Die Errichtung, Erweiterung oder wesentliche Abänderung von Anlagen, die der Förderung, der Leitung, der Verarbeitung, der Lagerung oder dem Umschlag von wassergefährdenden Stoffen dienen.
Wassergefährdend sind Stoffe, die zufolge ihrer schädlichen Eigenschaften für den Menschen oder für Wassertiere oder -pflanzen, insbesondere wegen Giftigkeit, geringer biologischer Abbaubarkeit, Anreicherungsfähigkeit, sensorischer Auswirkungen und Mobilität, bei Einwirkung auf Gewässer deren ökologischen Zustand oder Nutzbarkeit, vor allem zur Wasserversorgung, nachhaltig zu beeinträchtigen vermögen.

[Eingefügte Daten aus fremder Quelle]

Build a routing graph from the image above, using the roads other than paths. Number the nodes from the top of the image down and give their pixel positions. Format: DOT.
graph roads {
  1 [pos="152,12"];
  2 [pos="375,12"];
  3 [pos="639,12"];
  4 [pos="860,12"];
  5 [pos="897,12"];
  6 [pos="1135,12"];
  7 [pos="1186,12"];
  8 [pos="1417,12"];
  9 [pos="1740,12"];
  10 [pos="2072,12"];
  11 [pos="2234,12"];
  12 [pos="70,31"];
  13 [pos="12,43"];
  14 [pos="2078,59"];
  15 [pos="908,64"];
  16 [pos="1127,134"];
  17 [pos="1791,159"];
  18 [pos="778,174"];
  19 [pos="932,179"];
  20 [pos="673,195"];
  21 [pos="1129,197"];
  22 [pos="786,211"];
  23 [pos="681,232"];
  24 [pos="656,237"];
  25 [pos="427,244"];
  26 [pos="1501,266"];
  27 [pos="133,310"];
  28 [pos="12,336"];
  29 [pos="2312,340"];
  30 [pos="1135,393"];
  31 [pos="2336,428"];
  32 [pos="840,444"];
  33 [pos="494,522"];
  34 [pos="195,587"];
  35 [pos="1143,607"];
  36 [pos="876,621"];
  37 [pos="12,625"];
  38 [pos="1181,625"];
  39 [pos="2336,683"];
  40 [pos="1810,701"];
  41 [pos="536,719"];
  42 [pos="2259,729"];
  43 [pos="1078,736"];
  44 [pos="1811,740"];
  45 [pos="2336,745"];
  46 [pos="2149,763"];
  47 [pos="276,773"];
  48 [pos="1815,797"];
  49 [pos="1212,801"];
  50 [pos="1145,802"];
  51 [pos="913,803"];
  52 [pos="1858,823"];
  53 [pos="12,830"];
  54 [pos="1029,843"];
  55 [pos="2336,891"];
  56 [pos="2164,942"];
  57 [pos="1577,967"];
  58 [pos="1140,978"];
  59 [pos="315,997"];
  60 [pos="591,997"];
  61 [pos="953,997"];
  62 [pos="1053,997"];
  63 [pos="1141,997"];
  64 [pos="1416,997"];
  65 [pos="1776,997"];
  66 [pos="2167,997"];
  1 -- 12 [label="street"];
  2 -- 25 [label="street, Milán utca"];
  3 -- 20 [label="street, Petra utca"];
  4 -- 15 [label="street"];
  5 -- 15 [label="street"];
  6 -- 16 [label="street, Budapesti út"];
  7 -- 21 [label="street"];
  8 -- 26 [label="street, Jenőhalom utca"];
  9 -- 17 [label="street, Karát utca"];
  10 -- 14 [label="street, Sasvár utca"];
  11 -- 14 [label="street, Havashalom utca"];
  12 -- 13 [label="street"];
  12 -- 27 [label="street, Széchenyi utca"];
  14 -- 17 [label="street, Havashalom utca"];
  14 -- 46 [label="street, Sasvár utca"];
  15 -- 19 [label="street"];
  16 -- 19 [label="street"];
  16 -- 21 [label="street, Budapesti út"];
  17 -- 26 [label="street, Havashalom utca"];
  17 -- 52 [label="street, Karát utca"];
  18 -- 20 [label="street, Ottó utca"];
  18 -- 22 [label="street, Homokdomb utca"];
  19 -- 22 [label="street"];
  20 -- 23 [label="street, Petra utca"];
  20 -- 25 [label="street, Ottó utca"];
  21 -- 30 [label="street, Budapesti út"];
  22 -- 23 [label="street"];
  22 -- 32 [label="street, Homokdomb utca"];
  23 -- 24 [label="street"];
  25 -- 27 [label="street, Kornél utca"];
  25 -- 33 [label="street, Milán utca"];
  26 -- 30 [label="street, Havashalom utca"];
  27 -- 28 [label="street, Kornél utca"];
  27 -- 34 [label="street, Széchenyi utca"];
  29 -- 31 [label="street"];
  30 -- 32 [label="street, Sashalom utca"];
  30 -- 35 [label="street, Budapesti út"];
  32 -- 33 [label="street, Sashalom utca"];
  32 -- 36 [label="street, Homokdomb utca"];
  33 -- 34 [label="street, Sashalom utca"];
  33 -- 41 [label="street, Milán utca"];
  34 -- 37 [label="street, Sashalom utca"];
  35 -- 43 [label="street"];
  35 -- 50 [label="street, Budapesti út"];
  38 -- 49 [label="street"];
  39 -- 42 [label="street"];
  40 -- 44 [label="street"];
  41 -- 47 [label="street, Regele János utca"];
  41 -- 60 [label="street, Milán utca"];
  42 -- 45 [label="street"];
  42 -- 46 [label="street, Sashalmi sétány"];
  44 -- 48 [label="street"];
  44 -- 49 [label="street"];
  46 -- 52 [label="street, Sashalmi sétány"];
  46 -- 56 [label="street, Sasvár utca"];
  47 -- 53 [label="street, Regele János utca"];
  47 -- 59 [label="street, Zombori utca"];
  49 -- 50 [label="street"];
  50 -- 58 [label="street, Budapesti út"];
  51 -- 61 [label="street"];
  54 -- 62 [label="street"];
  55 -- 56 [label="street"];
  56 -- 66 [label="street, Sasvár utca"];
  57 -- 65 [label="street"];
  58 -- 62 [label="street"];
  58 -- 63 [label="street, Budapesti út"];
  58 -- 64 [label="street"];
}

Von dieser Bewilligungspflicht ausgenommen sind
Anlagen, die der Förderung, der Leitung, der Verarbeitung, der Lagerung oder dem Umschlag von wassergefährdenden Stoffen dienen, sofern dafür eine Genehmigungspflicht im Bereich des Gewerberechtes besteht;
die Lagerung von Mineralölen und Mineralölprodukten unter 5.000 Liter;
die Lagerung sonstiger wassergefährdender Stoffe bis höchstens 2.000 Liter
in medienbeständigen Behältern zur Deckung des laufenden Bedarfs, wenn die Lagerung und Füllung unter einer 2-Barrieren-Sicherung erfolgt.